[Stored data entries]
* * *

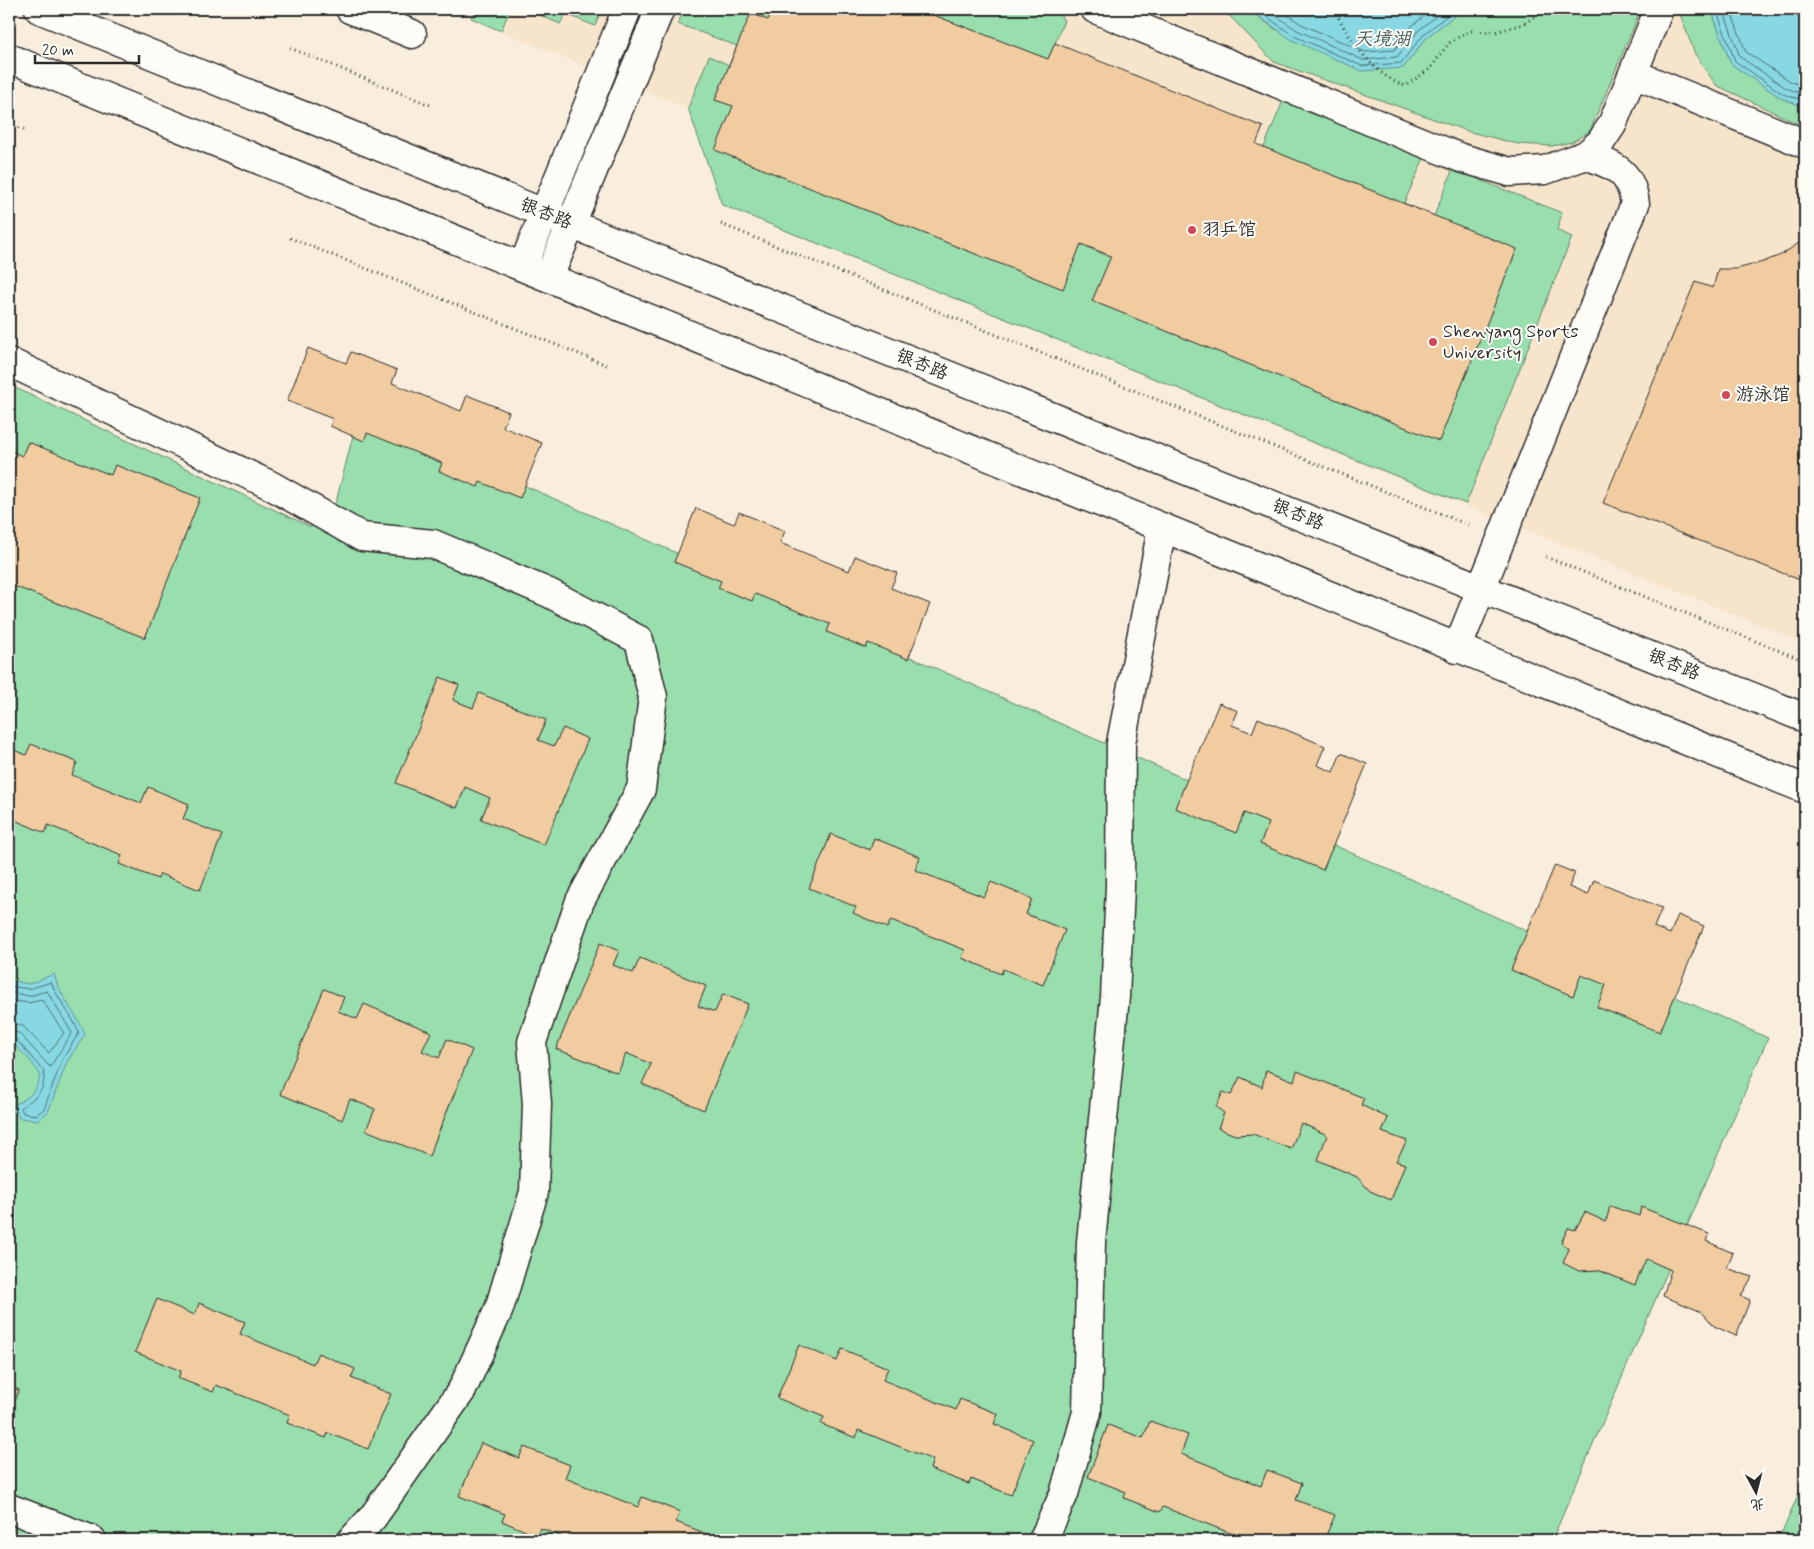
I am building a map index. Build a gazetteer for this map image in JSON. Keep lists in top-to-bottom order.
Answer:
{
  "streets": {
    "street": ["银杏路"]
  },
  "water": ["天境湖"],
  "places": ["羽乒馆", "Shenyang Sports University", "游泳馆"],
  "scale_bar": "20 m",
  "north": "bottom"
}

* * *

**Work to complete**.
When copying the records above, please match them exactly but leave out all pictures.

**Written solution**.
I am building a map index. Build a gazetteer for this map image in JSON. Keep lists in top-to-bottom order.
Answer:
{
  "streets": {
    "street": ["银杏路"]
  },
  "water": ["天境湖"],
  "places": ["羽乒馆", "Shenyang Sports University", "游泳馆"],
  "scale_bar": "20 m",
  "north": "bottom"
}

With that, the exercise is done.